The test :
var d1 = new Date("2000-04-22T00:00:00+00:00");
var d2 = new Date(2000, 4, 22, 0, 0, 0, 0);
console.log("d1 = " + d1.getTime());
console.log("d2 = " + d2.getTime());
The result :
d1 = 956361600000
d2 = 958946400000
I think the difference comes from timezones, but I don't understand it at all!
What magical stuff produce this difference?
Your ISO date string has an explicit UTC time zone, so it's interpreted as UTC. The second date is constructed with numeric parameters for the date parts, and that means of building a Date implicitly uses the local time zone.
Also note that the "4" in the date string means "April", while the "4" in the second constructor means "May": when using the numeric constructor, months are numbered starting from zero, not one.
The largest problem is that months are 0 indexed in Javascript, in creating your second date instance, the 4 means May.
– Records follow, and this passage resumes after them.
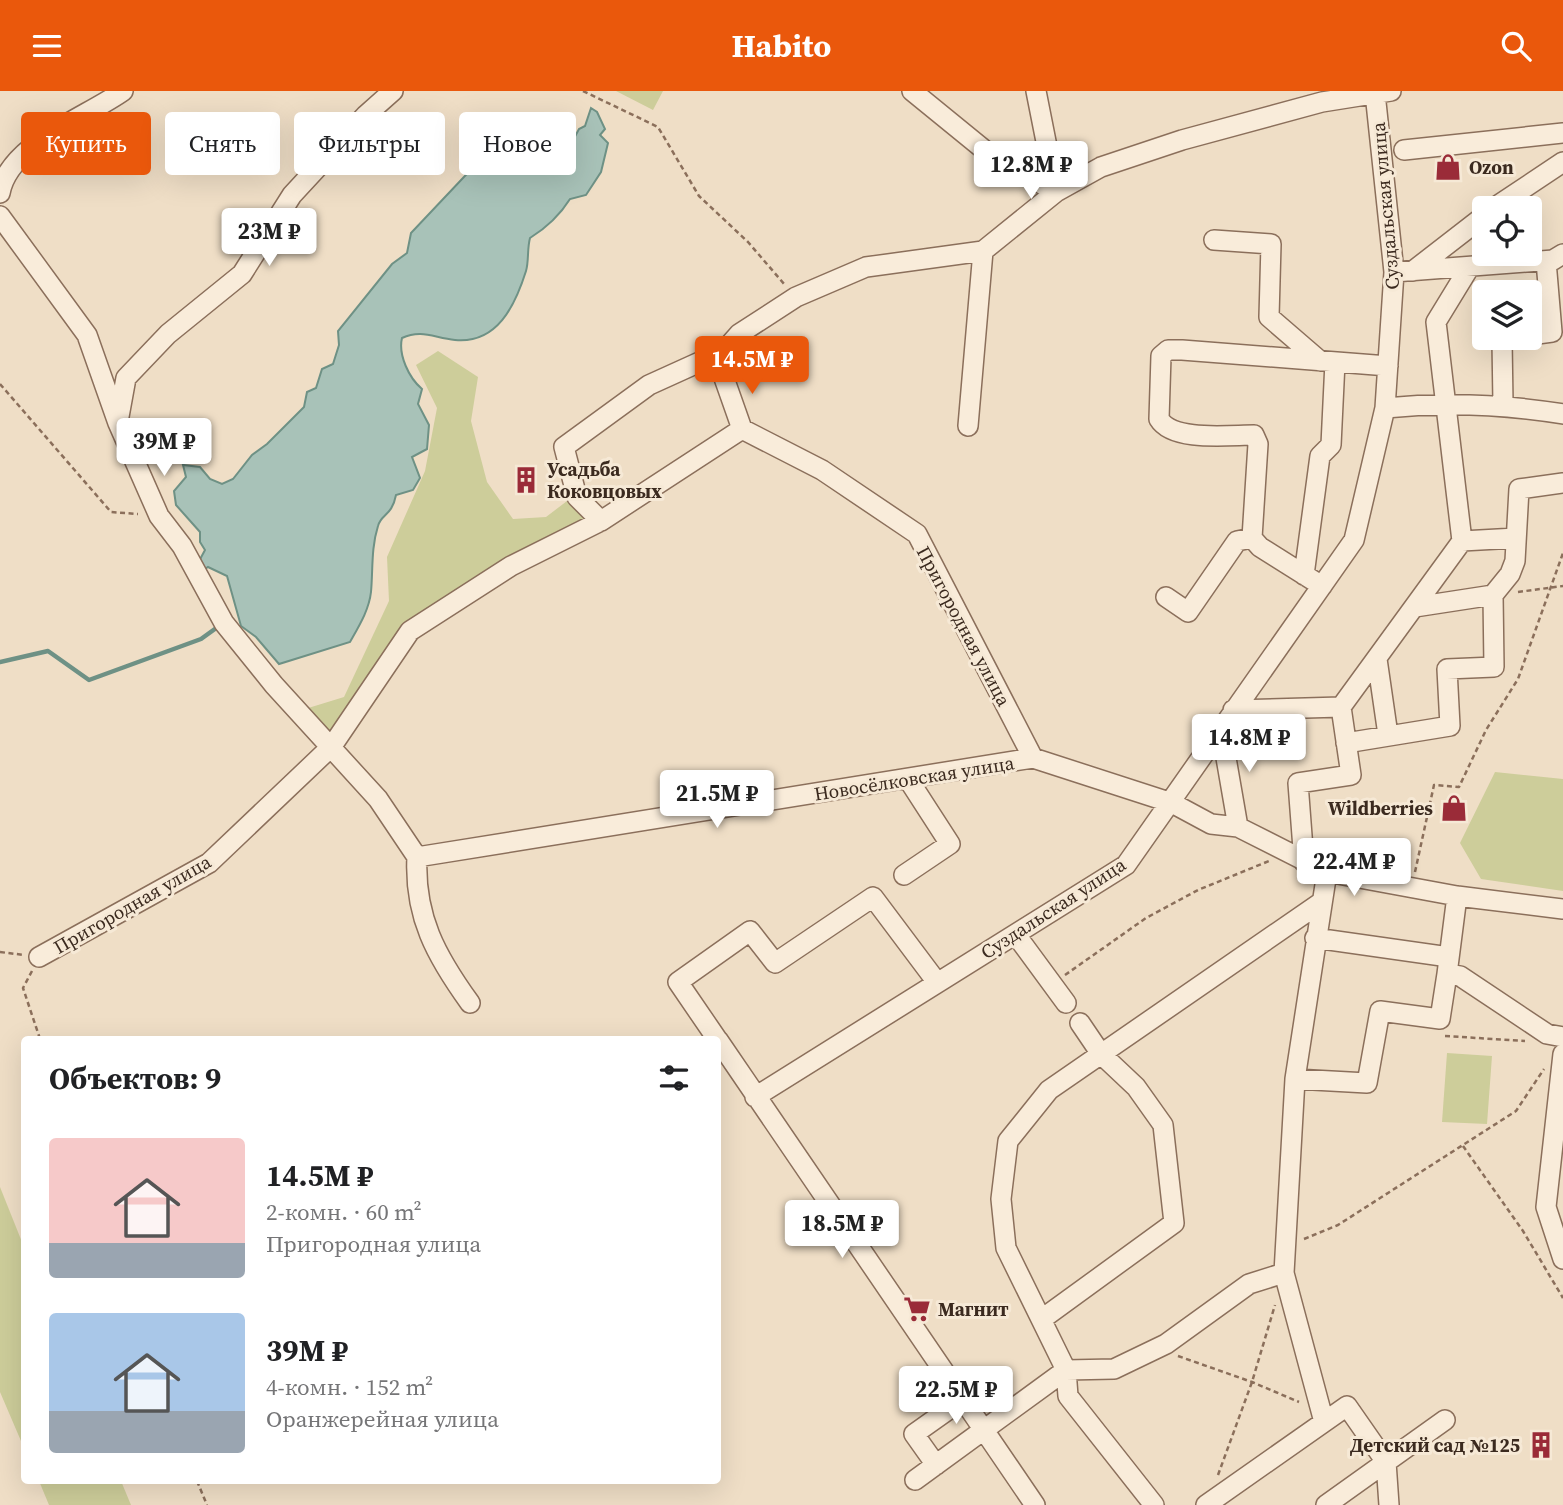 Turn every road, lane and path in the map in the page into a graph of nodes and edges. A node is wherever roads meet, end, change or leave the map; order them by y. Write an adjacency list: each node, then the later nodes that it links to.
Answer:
1 (123, 91): 11 (street)
2 (583, 91): 20 (path)
3 (912, 91): 10 (street)
4 (1036, 91): 10 (street)
5 (1383, 92): 10 (street); 19 (street, Суздальская улица)
6 (385, 94): 31 (street)
7 (1563, 133): 8 (street)
8 (1404, 150)
9 (1563, 162): 12 (street)
10 (1056, 192): 16 (street)
11 (0, 193)
12 (1512, 196)
13 (0, 216): 31 (street)
14 (1472, 224): 19 (street)
15 (1214, 240): 24 (street)
16 (983, 251): 20 (street); 32 (street)
17 (1554, 258): 18 (street); 21 (street)
18 (1469, 268): 19 (street); 27 (street)
19 (1403, 272): 25 (street, Суздальская улица)
20 (796, 297): 23 (street)
21 (1542, 333)
22 (1502, 350): 28 (street)
23 (724, 351): 33 (street); 36 (street)
24 (1328, 361): 25 (street); 37 (street); 41 (street)
25 (1388, 366): 29 (street, Суздальская улица)
26 (0, 384): 35 (path)
27 (1445, 402): 28 (street); 29 (street); 39 (street)
28 (1503, 404): 30 (street)
29 (1385, 408): 42 (street, Суздальская улица)
30 (1563, 414)
31 (118, 423): 35 (street)
32 (968, 426)
33 (742, 429): 36 (street, Пригородная улица); 55 (street, Пригородная улица)
34 (1563, 483): 38 (street)
35 (159, 516): 54 (street)
36 (601, 521): 54 (street, Пригородная улица)
37 (1252, 538): 41 (street); 46 (street)
38 (1516, 538): 39 (street); 45 (street)
39 (1462, 541): 47 (street)
40 (1563, 553): 44 (path)
41 (1304, 575): 42 (street)
42 (1322, 586): 50 (street, Суздальская улица)
43 (1563, 586): 44 (path)
44 (1552, 588): 45 (path); 63 (path)
45 (1493, 595): 47 (street); 52 (street)
46 (1166, 597)
47 (1415, 607): 48 (street)
48 (1377, 659): 49 (street); 52 (street)
49 (1341, 707): 50 (street); 53 (street)
50 (1233, 710): 51 (street, Суздальская улица)
51 (1220, 729): 57 (street, Суздальская улица); 58 (street)
52 (1388, 734): 53 (street)
53 (1346, 743): 60 (street)
54 (331, 746): 59 (street); 70 (street, Пригородная улица)
55 (1033, 758): 56 (street, Новосёлковская улица); 57 (street, Новосёлковская улица)
56 (908, 779): 59 (street, Новосёлковская улица); 62 (street)
57 (1172, 803): 58 (street, Новосёлковская улица); 67 (street, Суздальская улица)
58 (1238, 827): 60 (street, Новосёлковская улица)
59 (417, 857): 74 (street)
60 (1296, 858): 61 (street, Новосёлковская улица); 73 (path)
61 (1327, 872): 64 (street, Новосёлковская улица); 65 (street)
62 (904, 875)
63 (1414, 879)
64 (1457, 896): 66 (street, Новосёлковская улица); 71 (street)
65 (1320, 903): 68 (street); 83 (street)
66 (1563, 909)
67 (1016, 935): 72 (street, Суздальская улица); 73 (street)
68 (1315, 938): 71 (street); 85 (street)
69 (0, 952): 70 (path)
70 (39, 957): 77 (path)
71 (1448, 966): 80 (street); 85 (street)
72 (936, 981): 78 (street); 86 (street, Суздальская улица)
73 (1052, 985): 75 (street)
74 (470, 1003)
75 (1066, 1003)
76 (1080, 1023): 83 (street)
77 (39, 1036)
78 (714, 1036)
79 (1442, 1036): 81 (path)
80 (1563, 1037)
81 (1532, 1042)
82 (721, 1046): 86 (street)
83 (1101, 1054): 93 (street); 93 (street)
84 (1556, 1057): 87 (path); 89 (street)
85 (1295, 1079): 88 (street)
86 (755, 1097): 97 (street)
87 (1463, 1146): 88 (path); 91 (path)
88 (1285, 1247): 90 (street)
89 (1563, 1259)
90 (1284, 1273): 94 (street); 98 (street)
91 (1563, 1298)
92 (1276, 1300): 96 (path)
93 (1042, 1319): 95 (street)
94 (1157, 1349): 95 (street); 96 (path)
95 (1066, 1370): 100 (street); 107 (street)
96 (1252, 1381): 98 (path); 108 (path)
97 (962, 1400): 100 (street); 102 (street)
98 (1323, 1417): 101 (street); 108 (street)
99 (1445, 1420): 101 (street)
100 (983, 1430): 102 (street); 106 (street)
101 (1386, 1462): 109 (street); 110 (street)
102 (936, 1465): 103 (street)
103 (915, 1480)
104 (198, 1484): 105 (path)
105 (207, 1505)
106 (1035, 1505)
107 (1154, 1505)
108 (1207, 1505)
109 (1326, 1505)
110 (1389, 1505)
Also, your string includes +00:00 for timezone purposes, which is UTC/GMT. Your second provides no timezone information, so it will be the local timezone.
If you want a UTC date constructed similar to how you had it, you can call:
var d2 = new Date(Date.UTC(2000, 3, 22, 0, 0, 0, 0));
I think this is best described in the documentation:
Note: Where Date is called as a constructor with more than one argument, the specifed arguments represent local time. If UTC is desired, use new Date(Date.UTC(...)) with the same arguments.
In other words, when you use the string constructor, you get UTC. When you create one using the constructor, you get your normal locale.